One of the concepts I find people misunderstand frequently is the recovery interval, either for the server as a whole or the per-database setting that was introduced in SQL Server 2012 for indirect checkpoints.
There are two misconceptions here:
- The recovery interval equals how often a checkpoint will occur
- SQL Server guarantees the recovery interval (i.e. crash recovery for the database will only take the amount of time specified in the recovery interval)
A bit of background: crash recovery has two tasks to perform: replaying log records from committed transactions (called REDO) and removing the effect of log records from uncommitted transactions (called UNDO). REDO only has to occur if there have been committed transactions where the changed data pages have not been written to disk (which is done by periodic checkpoints or a lazy writer background thread if there’s memory pressure on the buffer pool).
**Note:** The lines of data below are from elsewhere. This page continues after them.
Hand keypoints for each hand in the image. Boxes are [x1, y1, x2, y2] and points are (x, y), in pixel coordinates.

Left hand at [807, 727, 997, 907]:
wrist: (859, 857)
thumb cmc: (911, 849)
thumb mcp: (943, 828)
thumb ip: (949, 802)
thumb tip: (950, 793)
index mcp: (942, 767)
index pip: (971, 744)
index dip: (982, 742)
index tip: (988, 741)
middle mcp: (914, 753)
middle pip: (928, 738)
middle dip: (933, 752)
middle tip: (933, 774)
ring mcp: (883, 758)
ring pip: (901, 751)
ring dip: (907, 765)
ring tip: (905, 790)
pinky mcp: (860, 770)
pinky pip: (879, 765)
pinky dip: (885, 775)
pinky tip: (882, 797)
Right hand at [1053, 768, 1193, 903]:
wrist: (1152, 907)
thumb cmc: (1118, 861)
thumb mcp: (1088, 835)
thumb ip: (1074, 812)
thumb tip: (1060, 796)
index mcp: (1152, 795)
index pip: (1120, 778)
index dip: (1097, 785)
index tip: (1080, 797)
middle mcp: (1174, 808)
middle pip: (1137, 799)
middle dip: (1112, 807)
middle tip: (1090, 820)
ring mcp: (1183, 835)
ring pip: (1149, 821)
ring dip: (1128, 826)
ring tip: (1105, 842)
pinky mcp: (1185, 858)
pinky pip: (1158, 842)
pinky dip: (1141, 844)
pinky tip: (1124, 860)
The recovery interval specifies an ideal upper bound on how long the REDO portion of crash recovery will take. The length of time REDO takes depends on how many log records need to be replayed from committed transactions. To help REDO stay on track, the recovery interval setting forces a checkpoint to occur when a certain number of log records have been generated (a number calculated using the chosen recovery interval).
So although recovery interval *does* control how often a checkpoint occurs, the recovery interval time does not equal the time between checkpoints.
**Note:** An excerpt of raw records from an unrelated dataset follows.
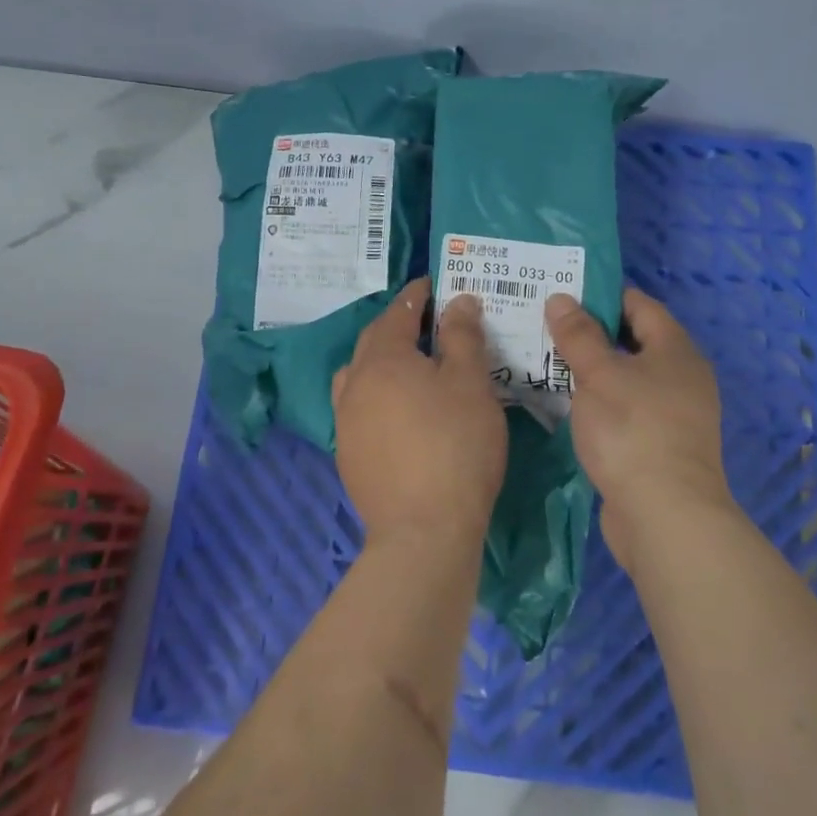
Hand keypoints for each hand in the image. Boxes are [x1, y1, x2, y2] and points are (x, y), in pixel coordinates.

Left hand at [333, 279, 507, 551]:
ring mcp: (345, 421)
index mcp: (384, 359)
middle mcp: (355, 383)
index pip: (400, 312)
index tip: (435, 285)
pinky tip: (397, 411)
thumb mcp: (470, 384)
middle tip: (428, 320)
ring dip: (381, 360)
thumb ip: (462, 337)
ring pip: (358, 374)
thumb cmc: (456, 446)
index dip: (418, 294)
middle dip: (399, 324)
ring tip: (408, 365)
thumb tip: (458, 301)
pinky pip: (358, 407)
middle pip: (374, 340)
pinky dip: (376, 394)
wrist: (423, 530)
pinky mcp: (348, 454)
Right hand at [546, 288, 730, 570]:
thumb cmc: (633, 431)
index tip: (562, 291)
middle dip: (590, 332)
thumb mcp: (599, 375)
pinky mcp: (658, 445)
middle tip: (545, 324)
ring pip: (627, 377)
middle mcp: (681, 376)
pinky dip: (599, 399)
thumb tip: (562, 298)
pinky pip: (625, 407)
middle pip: (633, 340)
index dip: (602, 295)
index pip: (639, 304)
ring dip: (592, 368)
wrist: (665, 516)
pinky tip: (567, 403)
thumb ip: (579, 335)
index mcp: (675, 350)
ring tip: (546, 359)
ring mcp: (673, 413)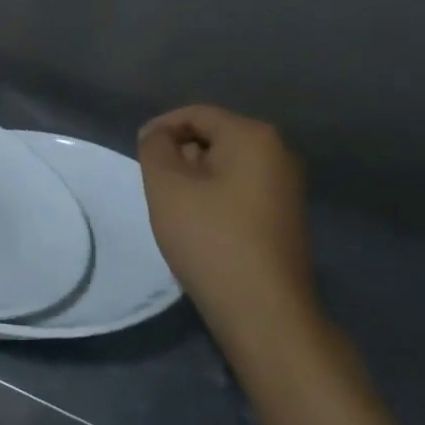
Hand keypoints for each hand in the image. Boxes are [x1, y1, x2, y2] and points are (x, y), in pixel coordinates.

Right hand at [138, 106, 314, 343]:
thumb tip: (160, 136)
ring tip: (174, 207)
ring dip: (195, 178)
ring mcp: (286, 187)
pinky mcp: (285, 216)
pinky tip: (200, 226)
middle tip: (154, 184)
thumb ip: (155, 147)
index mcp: (253, 136)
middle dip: (180, 154)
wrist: (262, 310)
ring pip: (227, 166)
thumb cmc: (209, 238)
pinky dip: (215, 197)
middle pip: (214, 137)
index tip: (138, 153)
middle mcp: (278, 153)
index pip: (196, 114)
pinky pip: (240, 190)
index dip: (161, 128)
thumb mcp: (166, 185)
For instance, if the recovery interval is set to one minute (the default), and a checkpoint occurs *now*, when will the next checkpoint occur? If activity in the database is very infrequent, a checkpoint may not occur for a very long time because the calculated recovery time for that activity will be less than one minute. If activity in the database is extremely high, checkpoints may occur every few seconds. Checkpoint frequency entirely depends on how fast log records are being generated *and* the recovery interval setting.
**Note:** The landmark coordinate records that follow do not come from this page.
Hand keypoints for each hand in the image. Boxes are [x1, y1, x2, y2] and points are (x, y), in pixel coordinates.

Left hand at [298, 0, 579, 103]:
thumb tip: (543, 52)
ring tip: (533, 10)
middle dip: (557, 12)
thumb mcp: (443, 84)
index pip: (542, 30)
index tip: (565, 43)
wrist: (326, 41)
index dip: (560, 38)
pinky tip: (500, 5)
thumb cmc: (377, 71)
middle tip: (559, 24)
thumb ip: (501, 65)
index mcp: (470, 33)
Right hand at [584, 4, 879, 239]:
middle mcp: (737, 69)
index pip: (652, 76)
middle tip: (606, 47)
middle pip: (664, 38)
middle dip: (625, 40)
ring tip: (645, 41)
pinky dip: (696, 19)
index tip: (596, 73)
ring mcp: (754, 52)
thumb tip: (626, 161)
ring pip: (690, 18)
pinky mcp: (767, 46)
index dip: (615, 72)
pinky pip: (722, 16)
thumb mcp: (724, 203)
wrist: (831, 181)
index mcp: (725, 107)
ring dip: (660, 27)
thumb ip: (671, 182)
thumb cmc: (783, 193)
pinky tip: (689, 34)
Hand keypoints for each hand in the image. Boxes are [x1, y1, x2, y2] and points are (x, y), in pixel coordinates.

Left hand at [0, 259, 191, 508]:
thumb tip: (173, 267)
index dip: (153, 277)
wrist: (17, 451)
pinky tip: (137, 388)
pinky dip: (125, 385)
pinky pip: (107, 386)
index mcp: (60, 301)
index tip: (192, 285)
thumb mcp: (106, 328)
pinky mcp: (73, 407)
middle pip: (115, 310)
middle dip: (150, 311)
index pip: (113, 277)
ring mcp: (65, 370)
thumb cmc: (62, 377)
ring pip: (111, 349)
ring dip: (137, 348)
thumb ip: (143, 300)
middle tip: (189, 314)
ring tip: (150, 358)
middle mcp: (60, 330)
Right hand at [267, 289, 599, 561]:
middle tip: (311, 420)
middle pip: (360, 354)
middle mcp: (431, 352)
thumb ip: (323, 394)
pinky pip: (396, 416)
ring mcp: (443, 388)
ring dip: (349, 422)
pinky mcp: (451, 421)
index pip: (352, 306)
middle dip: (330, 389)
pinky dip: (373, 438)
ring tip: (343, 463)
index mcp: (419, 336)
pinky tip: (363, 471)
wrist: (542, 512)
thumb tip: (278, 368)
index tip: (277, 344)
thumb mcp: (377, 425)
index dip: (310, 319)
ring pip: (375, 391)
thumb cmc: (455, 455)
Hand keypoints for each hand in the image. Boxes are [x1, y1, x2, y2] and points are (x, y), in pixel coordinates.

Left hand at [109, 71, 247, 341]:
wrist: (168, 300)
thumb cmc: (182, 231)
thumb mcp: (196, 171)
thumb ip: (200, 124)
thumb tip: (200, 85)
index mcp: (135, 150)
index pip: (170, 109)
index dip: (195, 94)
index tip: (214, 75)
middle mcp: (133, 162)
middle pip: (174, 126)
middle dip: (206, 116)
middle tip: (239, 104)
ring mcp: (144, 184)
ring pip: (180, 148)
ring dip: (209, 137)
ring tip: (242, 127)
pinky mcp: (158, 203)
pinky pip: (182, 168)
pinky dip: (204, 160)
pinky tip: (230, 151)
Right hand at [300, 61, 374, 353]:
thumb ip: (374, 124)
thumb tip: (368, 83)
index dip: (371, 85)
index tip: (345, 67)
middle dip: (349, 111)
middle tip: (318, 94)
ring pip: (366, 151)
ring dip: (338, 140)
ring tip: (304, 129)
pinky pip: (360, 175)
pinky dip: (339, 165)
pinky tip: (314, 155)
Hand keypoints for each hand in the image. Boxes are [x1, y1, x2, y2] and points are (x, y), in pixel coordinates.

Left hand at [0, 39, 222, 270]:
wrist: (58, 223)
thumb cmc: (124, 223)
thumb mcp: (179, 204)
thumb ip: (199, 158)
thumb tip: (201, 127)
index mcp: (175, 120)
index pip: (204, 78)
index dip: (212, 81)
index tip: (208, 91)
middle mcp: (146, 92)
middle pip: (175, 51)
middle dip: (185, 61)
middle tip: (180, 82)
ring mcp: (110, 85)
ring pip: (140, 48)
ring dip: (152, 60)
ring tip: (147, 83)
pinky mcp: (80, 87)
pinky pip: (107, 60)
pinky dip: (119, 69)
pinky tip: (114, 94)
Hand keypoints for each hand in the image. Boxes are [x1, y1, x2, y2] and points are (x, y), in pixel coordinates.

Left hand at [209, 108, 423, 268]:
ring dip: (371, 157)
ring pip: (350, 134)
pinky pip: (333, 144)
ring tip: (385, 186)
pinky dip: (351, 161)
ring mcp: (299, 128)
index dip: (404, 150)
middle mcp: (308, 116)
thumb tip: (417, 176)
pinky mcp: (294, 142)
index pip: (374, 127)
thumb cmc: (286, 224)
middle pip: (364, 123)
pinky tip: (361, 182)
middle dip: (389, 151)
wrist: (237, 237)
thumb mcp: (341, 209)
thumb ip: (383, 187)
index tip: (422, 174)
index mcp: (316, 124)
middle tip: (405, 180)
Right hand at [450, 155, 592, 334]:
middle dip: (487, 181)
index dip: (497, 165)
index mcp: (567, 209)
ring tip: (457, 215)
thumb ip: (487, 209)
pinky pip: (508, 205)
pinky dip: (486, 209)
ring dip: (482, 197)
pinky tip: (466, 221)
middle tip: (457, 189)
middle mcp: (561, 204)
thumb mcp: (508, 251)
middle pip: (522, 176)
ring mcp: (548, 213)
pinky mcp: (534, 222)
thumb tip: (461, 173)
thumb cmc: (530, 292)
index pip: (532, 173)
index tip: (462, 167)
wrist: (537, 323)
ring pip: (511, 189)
And of course SQL Server cannot *guarantee* the recovery interval. Imagine the recovery interval is set to one minute, and I start a transaction that updates millions of records over several hours. If SQL Server crashes just before the transaction commits, how long do you think it will take to roll back the millions of updates? Certainly it will take much longer than one minute – the configured recovery interval.
So I can update my definition to be: the recovery interval is therefore the ideal upper bound on how long the REDO portion of crash recovery will take, assuming no long-running transactions.
Hope this helps clear up any misconceptions.